I simply could not go on enduring these unmitigated and
unreasonable hardships.
The Florence man staid over at the post a day or so to rest his
ponies. I bade him good-bye and told him to take care of those
brave little beasts, which had travelled seventy miles without
rest, to bring us to our destination. He nodded pleasantly and
drove away. "A queer customer," I observed to Jack.
"Yes," answered he, "they told me in Florence that he was a 'road
agent' and desperado, but there did not seem to be anyone else,
and my orders were peremptory, so I took him. I knew the ponies
could pull us through, by the looks of them; and road agents are
all right with army officers, they know they wouldn't get
anything if they held 'em up."
"How much did he charge you for the trip?" I asked.
"Sixteen dollars," was the reply. And so ended the episode.
Except that I looked back to Picket Post with a sort of horror, I
thought no more about it.
CHAPTER XXVII
THE EIGHTH FOOT LEAVES ARIZONA
And now after the eight days of most distressing heat, and the
fatigue of all sorts and varieties of travelling, the nights
spent in a stage-coach or at a desert inn, or in the road agent's
buckboard, holding always my little son close to my side, came
six days more of journeying down the valley of the Gila.

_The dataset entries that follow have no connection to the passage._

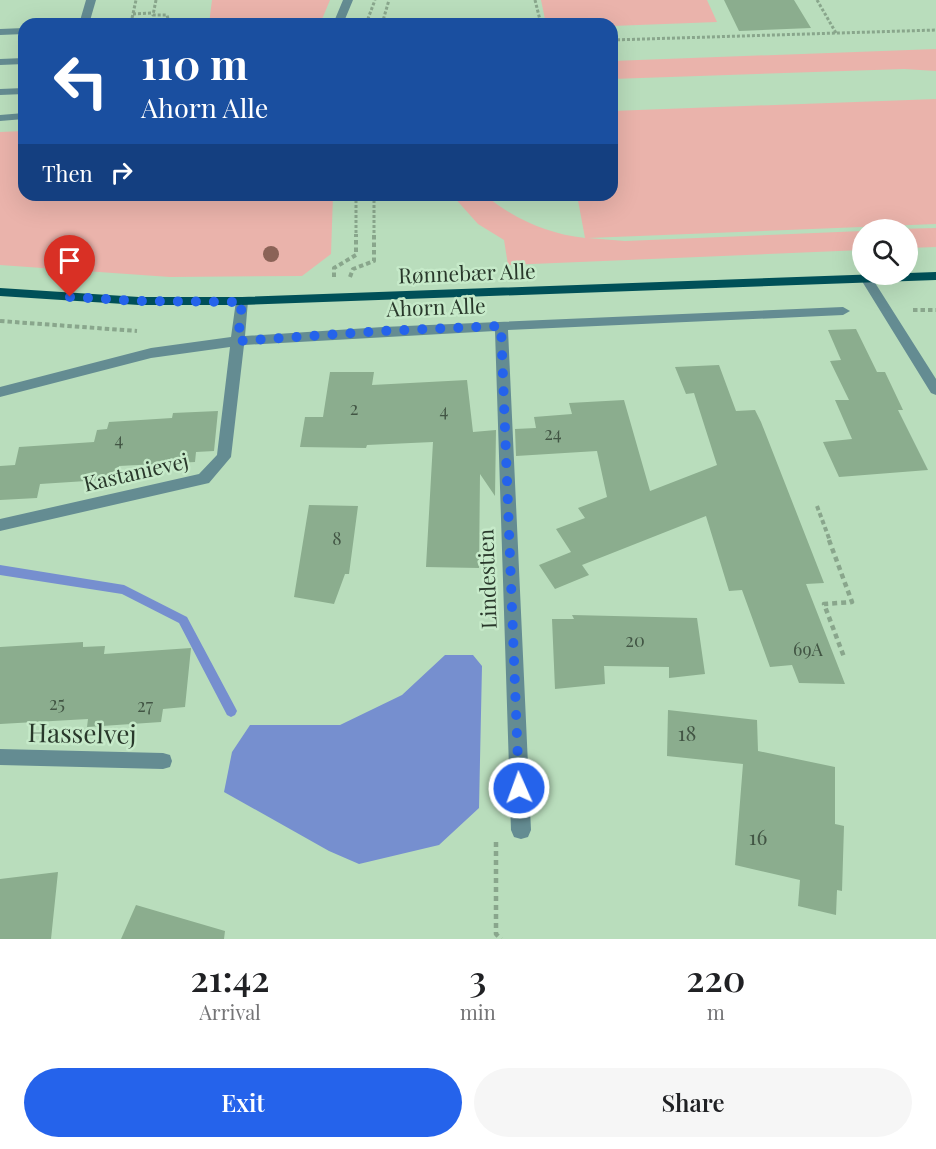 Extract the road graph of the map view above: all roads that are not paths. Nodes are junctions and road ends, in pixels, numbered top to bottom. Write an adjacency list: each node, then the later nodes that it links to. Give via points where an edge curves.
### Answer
1 (91, 0): 3 (street)
2 (348, 0): 4 (street)
3 (86, 18)
4 (340, 18)
5 (18, 31): 6 (street)
6 (0, 32)
7 (18, 61): 8 (street)
8 (0, 62)
9 (18, 91): 10 (street)
10 (0, 92)
11 (18, 116): 12 (street)
12 (0, 118)
13 (936, 276): 14 (main road, Rønnebær Alle)
14 (918, 277)
15 (852, 279): 18 (main road, Rønnebær Alle)
16 (870, 285): 22 (street)
17 (0, 292): 18 (main road, Rønnebær Alle, via 139,301)
18 (242, 302): 21 (street, Kastanievej)
19 (843, 311): 20 (street, Ahorn Alle)
20 (501, 326): 21 (street, Ahorn Alle); 27 (street, Lindestien)
21 (238, 341): 23 (street, Ahorn Alle, via 151,353); 24 (street, Kastanievej, via 224,457 204,479)
22 (936, 390)
23 (0, 392)
24 (0, 525)
25 (0, 757): 26 (street, Hasselvej)
26 (163, 761)
27 (521, 830) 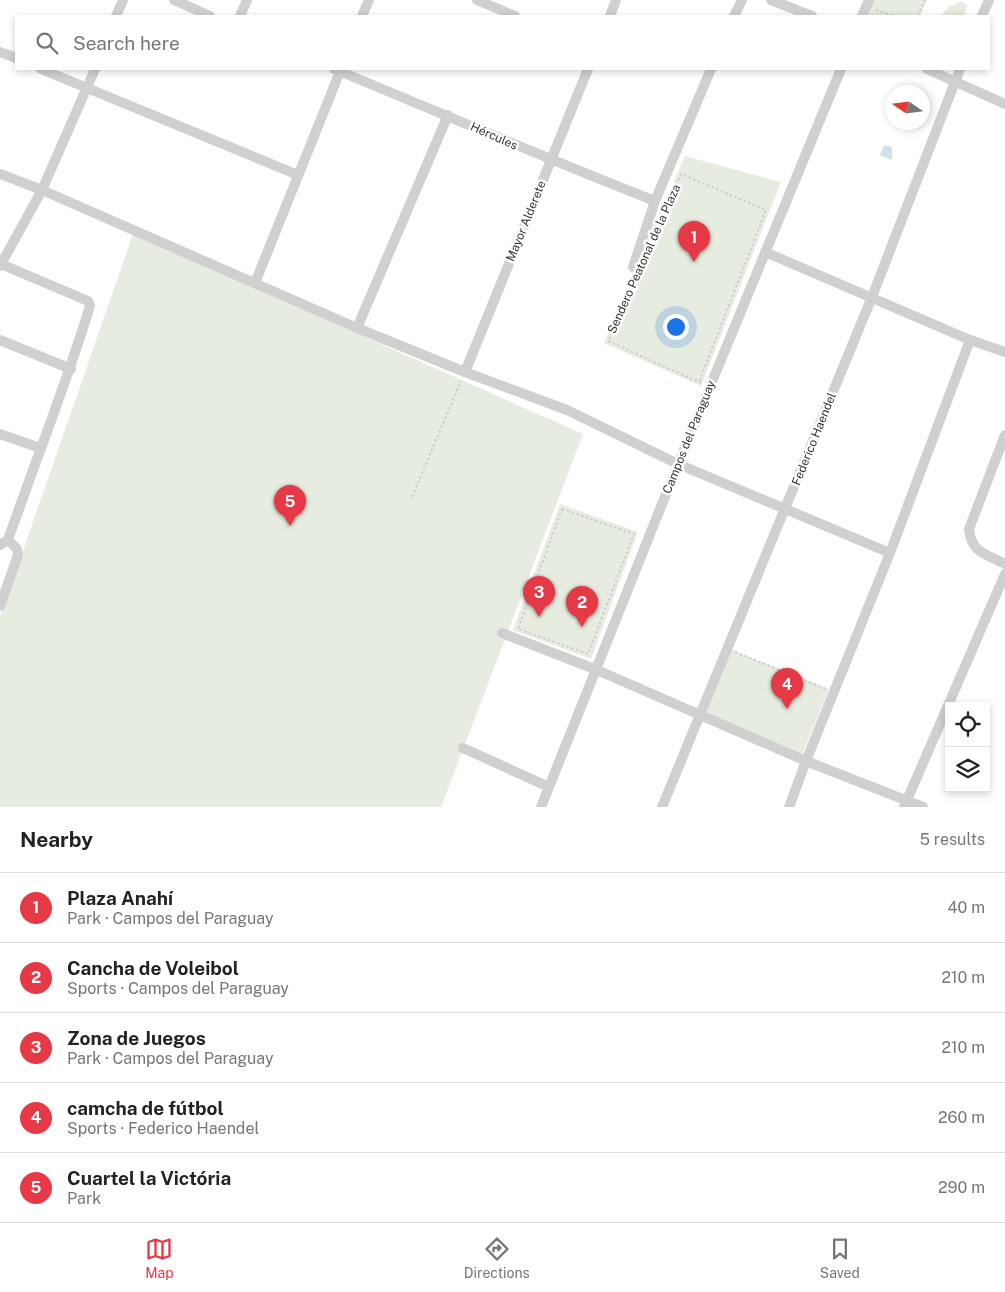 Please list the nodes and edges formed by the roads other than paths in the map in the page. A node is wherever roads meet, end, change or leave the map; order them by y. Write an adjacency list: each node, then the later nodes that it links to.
1 (123, 0): 11 (street)
2 (174, 0): 12 (street)
3 (247, 0): 13 (street)
4 (369, 0): 14 (street)
5 (477, 0): 15 (street)
6 (616, 0): 16 (street)
7 (742, 0): 17 (street)
8 (771, 0): 18 (street)
9 (989, 0): 20 (street)
10 (869, 4): 19 (street)
11 (116, 15)
12 (208, 15)
13 (240, 15)
14 (362, 15)
15 (513, 15)
16 (610, 15)
17 (734, 15)
18 (809, 15)
19 (863, 15)
20 (982, 15)
21 (0, 52): 22 (street)
22 (15, 58)
23 (43, 70): 32 (street)
24 (95, 70): 32 (street)
25 (338, 70): 34 (street, Hércules); 37 (street)
26 (588, 70): 35 (street, Mayor Alderete)
27 (712, 70): 39 (street)
28 (841, 70): 40 (street, Campos del Paraguay)
29 (929, 70): 31 (street)
30 (960, 70): 31 (street, Federico Haendel)
31 (954, 83): 33 (street); 44 (street, Federico Haendel)
32 (87, 88): 37 (street); 38 (street)
33 (1005, 104)
34 (448, 115): 35 (street, Hércules); 45 (street)
35 (550, 160): 39 (street, Hércules); 50 (street, Mayor Alderete)
36 (0, 174): 38 (street)
37 (298, 175): 43 (street)
38 (42, 190): 41 (street); 43 (street)
39 (655, 201): 42 (street)
40 (765, 252): 44 (street); 54 (street, Campos del Paraguay)
41 (0, 265): 49 (street)
42 (636, 269)
43 (255, 283): 45 (street)
44 (872, 297): 47 (street); 55 (street, Federico Haendel)
45 (357, 328): 50 (street)
46 (0, 340): 49 (street)
47 (970, 340): 48 (street); 57 (street)
48 (1005, 352)
49 (70, 369): 53 (street)
50 (465, 372): 54 (street)
51 (0, 434): 53 (street)
52 (1005, 435): 58 (street)
53 (40, 448): 56 (street)
54 (678, 464): 55 (street); 62 (street, Campos del Paraguay)
55 (786, 508): 57 (street); 63 (street, Federico Haendel)
56 (4, 543): 60 (street)
57 (890, 553): 65 (street)
58 (1005, 564)
59 (1005, 574): 67 (street)
60 (0, 606)
61 (502, 633): 62 (street)
62 (597, 670): 63 (street); 66 (street, Campos del Paraguay)
63 (701, 715): 65 (street); 69 (street, Federico Haendel)
64 (463, 748): 66 (street)
65 (806, 761): 67 (street); 70 (street)
66 (549, 787): 68 (street, Campos del Paraguay)
67 (905, 803): 71 (street)
68 (541, 807)
69 (662, 807)
70 (789, 807)
71 (923, 807) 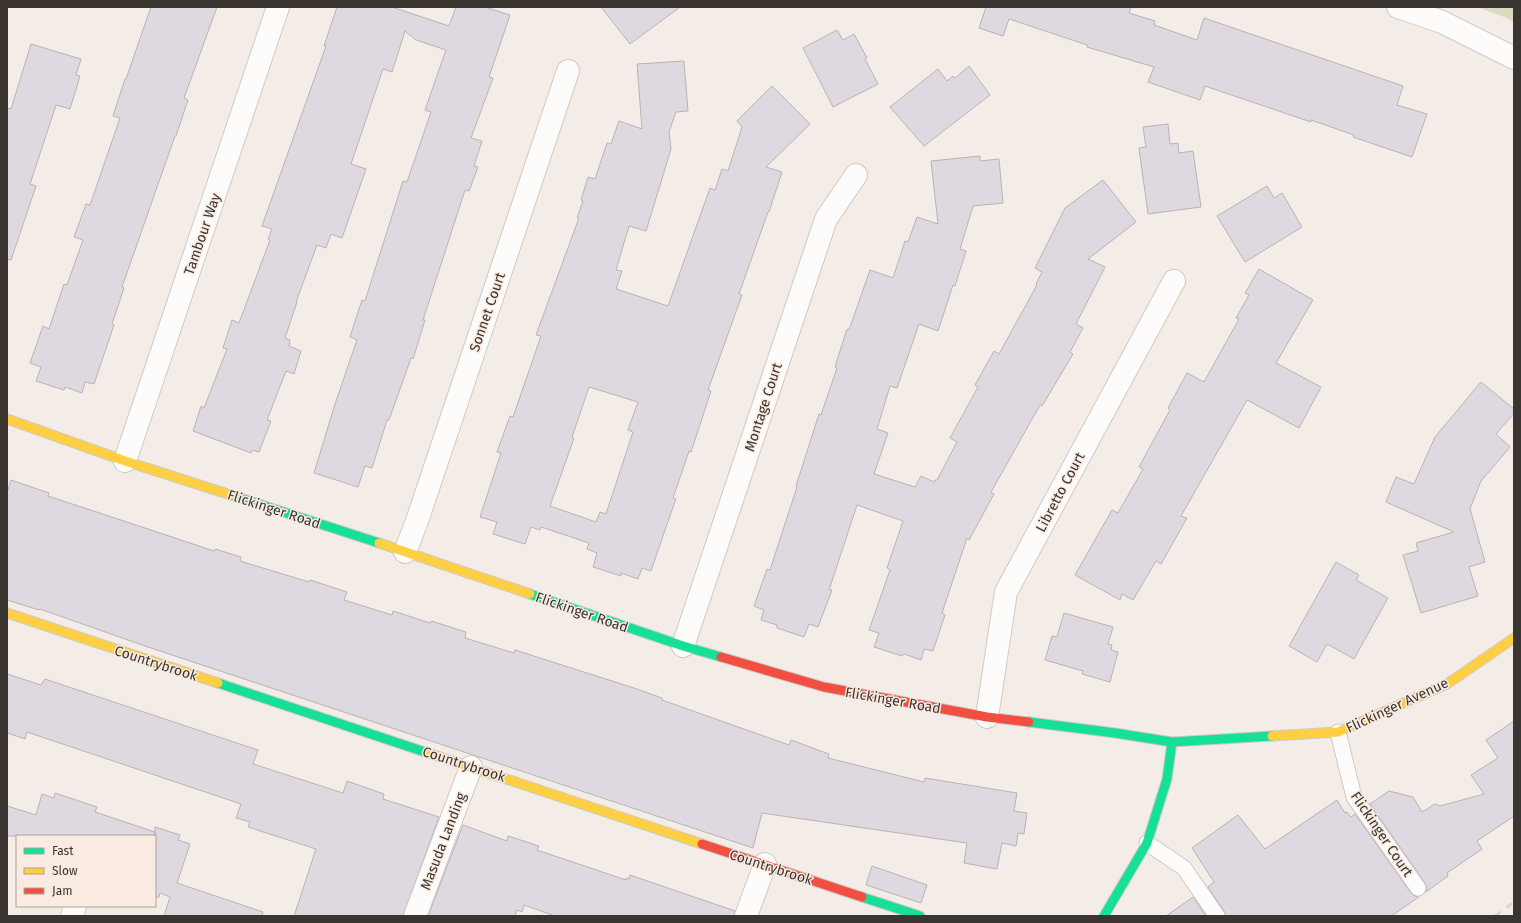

We took supper in Phoenix, at a place known as "Devine's." I was
hearing a good deal about Phoenix; for even then, its gardens,
its orchards and its climate were becoming famous, but the season
of the year was unpropitious to form a favorable opinion of that
thriving place, even if my opinions of Arizona, with its
parched-up soil and insufferable heat, had not been formed
already.
We crossed the Gila somewhere below there, and stopped at our old
camping places, but the entire valley was seething hot, and the
remembrance of the December journey seemed but an aggravating
dream.
We joined Captain Corliss and the company at Antelope Station,
and in two more days were at Yuma City. By this time, the
Southern Pacific Railroad had been built as far as Yuma, and a
bridge thrown across the Colorado at this point. It seemed an
incongruity. And how burning hot the cars looked, standing there
in the Arizona sun!
After four years in that Territory, and remembering the days,
weeks, and even months spent in travelling on the river, or
marching through the deserts, I could not make the Pullman cars
seem a reality.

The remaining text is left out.